屋外型と屋内型、どちらを選べばいいですか?
衣類や電子機器など湿気・温度変化に弱い荷物は屋内型、大型家具や屋外用品などは屋外型が向いています。保管する荷物に応じて選びましょう。
宅配型はどんな荷物に向いていますか?
ダンボール数箱程度の荷物で、すぐに出し入れする予定がない場合に向いています。大型家具など箱に入らない荷物は別料金になることが多いため注意が必要です。
解約はいつでもできますか?
多くの施設は月単位での解約が可能ですが、最低利用期間や解約予告期間が設けられている場合があります。契約前に規約を確認しましょう。

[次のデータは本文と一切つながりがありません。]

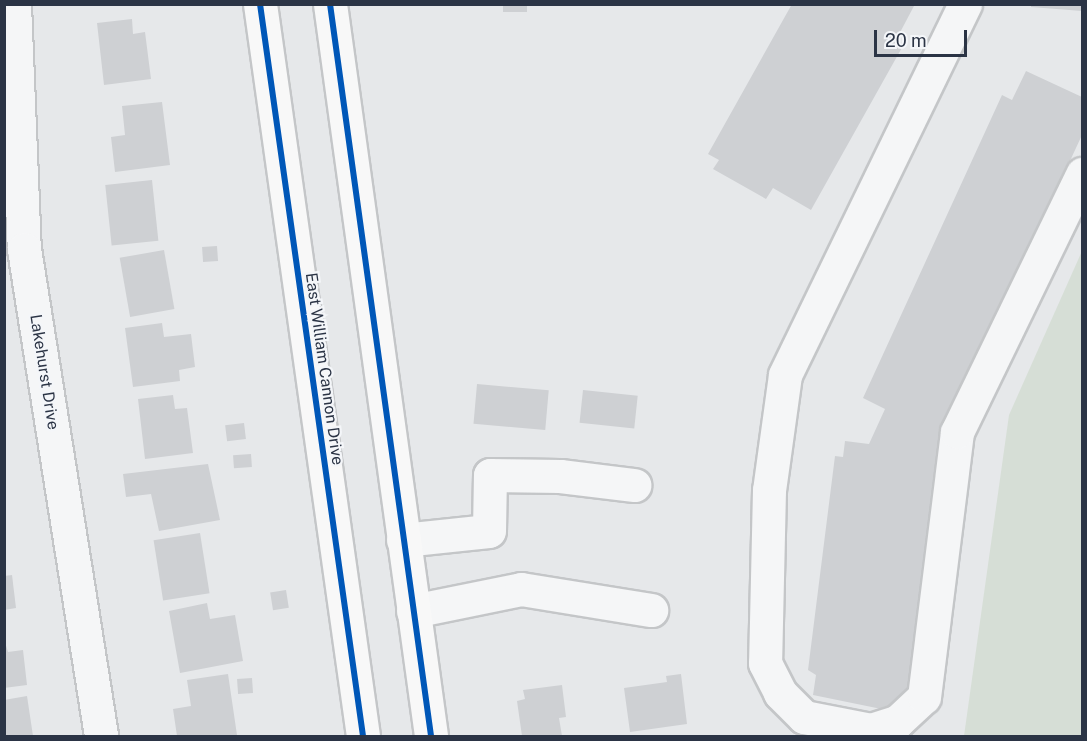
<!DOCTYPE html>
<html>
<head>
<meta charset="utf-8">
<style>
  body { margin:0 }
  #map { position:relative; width:1087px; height:741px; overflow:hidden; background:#e6e8ea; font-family:"Public Sans",sans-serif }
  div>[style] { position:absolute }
  .green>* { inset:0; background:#d6ded6 }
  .building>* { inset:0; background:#ced0d3; transform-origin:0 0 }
  .roads { filter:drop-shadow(2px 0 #c4c6c8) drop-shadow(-2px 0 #c4c6c8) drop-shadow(0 2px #c4c6c8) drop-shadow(0 -2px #c4c6c8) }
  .minor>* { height:33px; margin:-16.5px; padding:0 16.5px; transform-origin:16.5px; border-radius:16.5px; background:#f5f6f7 }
  .major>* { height:33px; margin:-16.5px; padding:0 16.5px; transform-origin:16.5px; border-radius:16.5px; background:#f8f8f8 }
  .cycleway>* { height:6px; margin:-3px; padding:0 3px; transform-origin:3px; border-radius:3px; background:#0057b8 }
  span { translate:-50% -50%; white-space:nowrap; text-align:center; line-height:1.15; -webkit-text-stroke:4.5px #f4f6f9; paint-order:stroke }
  .street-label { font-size:16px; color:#2b3445 }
  .frame { position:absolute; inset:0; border:6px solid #2b3445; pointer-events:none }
  .scale { position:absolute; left:874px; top:30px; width:93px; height:27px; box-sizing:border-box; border:3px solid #2b3445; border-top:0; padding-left:8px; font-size:18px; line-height:21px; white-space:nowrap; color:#2b3445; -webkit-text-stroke:4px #f4f6f9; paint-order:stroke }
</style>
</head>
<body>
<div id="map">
  <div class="green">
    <div style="clip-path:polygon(1082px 251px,1082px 736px,964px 736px,1009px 415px)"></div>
  </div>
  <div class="building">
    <div style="left:503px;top:4px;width:24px;height:8px"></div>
    <div style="clip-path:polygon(792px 4px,914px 6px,896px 40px,904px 44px,811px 210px,773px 188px,766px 199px,713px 169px,719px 160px,708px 154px)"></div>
    <div style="clip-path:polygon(1031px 4px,1082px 4px,1082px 11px,1031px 7px)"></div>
    <div style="clip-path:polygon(132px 19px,133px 34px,145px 32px,151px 79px,104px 85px,97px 23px)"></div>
    <div style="clip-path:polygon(1026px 71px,1082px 97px,1082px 135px,940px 441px,917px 691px,901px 713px,813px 695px,816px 675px,808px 670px,835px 456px,843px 457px,845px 441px,869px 444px,885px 409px,863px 398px,1002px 95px,1012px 100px)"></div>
    <div style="clip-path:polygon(162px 102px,170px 165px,115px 172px,111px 137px,125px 135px,122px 106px)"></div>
    <div style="left:152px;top:180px;width:61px;height:47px;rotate:84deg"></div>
    <div style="left:217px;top:246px;width:15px;height:15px;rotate:86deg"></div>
    <div style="left:164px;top:250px;width:60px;height:45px;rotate:80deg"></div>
    <div style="clip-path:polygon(162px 323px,164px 337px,191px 334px,195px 367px,179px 370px,180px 381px,133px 387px,125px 328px)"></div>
    <div style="left:477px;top:384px;width:72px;height:40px;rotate:5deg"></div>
    <div style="left:583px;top:390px;width:55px;height:33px;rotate:6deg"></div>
    <div style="clip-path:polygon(173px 395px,175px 409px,187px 408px,193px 453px,145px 459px,138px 399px)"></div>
    <div style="left:244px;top:423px;width:16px;height:19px;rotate:83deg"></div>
    <div style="left:251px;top:454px;width:13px;height:18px;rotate:86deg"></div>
    <div style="clip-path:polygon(208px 464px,220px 520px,159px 531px,151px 494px,126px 497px,123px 474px)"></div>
    <div style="left:200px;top:533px;width:61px;height:47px;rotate:81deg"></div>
    <div style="clip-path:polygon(12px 575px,16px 608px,4px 610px,4px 576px)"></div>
    <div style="left:286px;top:590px;width:18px;height:16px;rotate:81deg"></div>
    <div style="clip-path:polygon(207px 603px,210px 619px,235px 615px,243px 661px,180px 673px,169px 611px)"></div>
    <div style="clip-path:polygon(4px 639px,8px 652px,23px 650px,27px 685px,4px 688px)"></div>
    <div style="clip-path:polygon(228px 674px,237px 735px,177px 736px,173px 709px,191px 706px,187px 680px)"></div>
    <div style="clip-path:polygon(681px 674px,687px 724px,630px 732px,624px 688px,667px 682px,666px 676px)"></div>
    <div style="left:252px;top:678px;width:15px;height:15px;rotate:86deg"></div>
    <div style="clip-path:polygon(562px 685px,566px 717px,559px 718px,562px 736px,522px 736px,517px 701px,525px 699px,523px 690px)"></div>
    <div style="clip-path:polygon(27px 696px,33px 736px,4px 736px,4px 700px)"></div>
  </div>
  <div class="roads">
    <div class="minor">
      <div style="left:14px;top:4px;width:245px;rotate:87.7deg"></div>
      <div style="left:24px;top:249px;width:493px;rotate:81deg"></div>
      <div style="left:965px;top:4px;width:412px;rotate:115.9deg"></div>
      <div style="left:785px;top:375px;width:116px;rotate:97.9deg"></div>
      <div style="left:769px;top:490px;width:173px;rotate:91.3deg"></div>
      <div style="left:765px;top:663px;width:34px;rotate:63deg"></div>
      <div style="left:780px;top:693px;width:34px;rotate:45deg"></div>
      <div style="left:804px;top:717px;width:68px;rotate:11deg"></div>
      <div style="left:871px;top:730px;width:28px;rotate:-18deg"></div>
      <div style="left:898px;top:721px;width:35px;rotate:-43deg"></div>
      <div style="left:924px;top:697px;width:267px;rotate:-82.9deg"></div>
      <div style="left:957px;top:432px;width:287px;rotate:-64.1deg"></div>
      <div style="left:403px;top:540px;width:86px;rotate:-6deg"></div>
      <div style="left:489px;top:531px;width:56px;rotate:-89deg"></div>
      <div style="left:490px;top:475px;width:70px;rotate:0.8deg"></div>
      <div style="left:560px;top:476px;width:75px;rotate:6.9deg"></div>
      <div style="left:413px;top:611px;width:110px;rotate:-11.5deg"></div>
      <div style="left:521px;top:589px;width:132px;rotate:9.2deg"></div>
    </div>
    <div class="major">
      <div style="left:260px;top:4px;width:739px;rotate:81.99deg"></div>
      <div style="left:330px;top:4px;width:739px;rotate:82.14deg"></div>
    </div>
  </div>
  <div class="cycleway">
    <div style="left:260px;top:4px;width:739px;rotate:81.99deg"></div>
    <div style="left:330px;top:4px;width:739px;rotate:82.14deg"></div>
  </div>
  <div class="street-label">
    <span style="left:324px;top:369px;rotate:82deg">East William Cannon Drive</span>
    <span style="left:44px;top:372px;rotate:81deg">Lakehurst Drive</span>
  </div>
  <div class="frame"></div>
  <div class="scale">20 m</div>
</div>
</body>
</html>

まとめ|引っ越しの荷物置き場に迷ったらトランクルームを検討しよう
引っ越しでは、入退去のタイミングのずれや収納スペースの違いから、一時的に荷物の置き場所に困る場面が出てきます。トランクルームには屋内型・屋外型・宅配型の3タイプがあり、荷物の種類や保管期間に応じて選ぶことができます。
費用はタイプ・広さ・立地によって幅がありますが、月額料金だけでなく初期費用も含めた総額で比較することが大切です。荷物の置き場所に迷ったら、早めに引っ越し業者や不動産会社に相談しておくと安心です。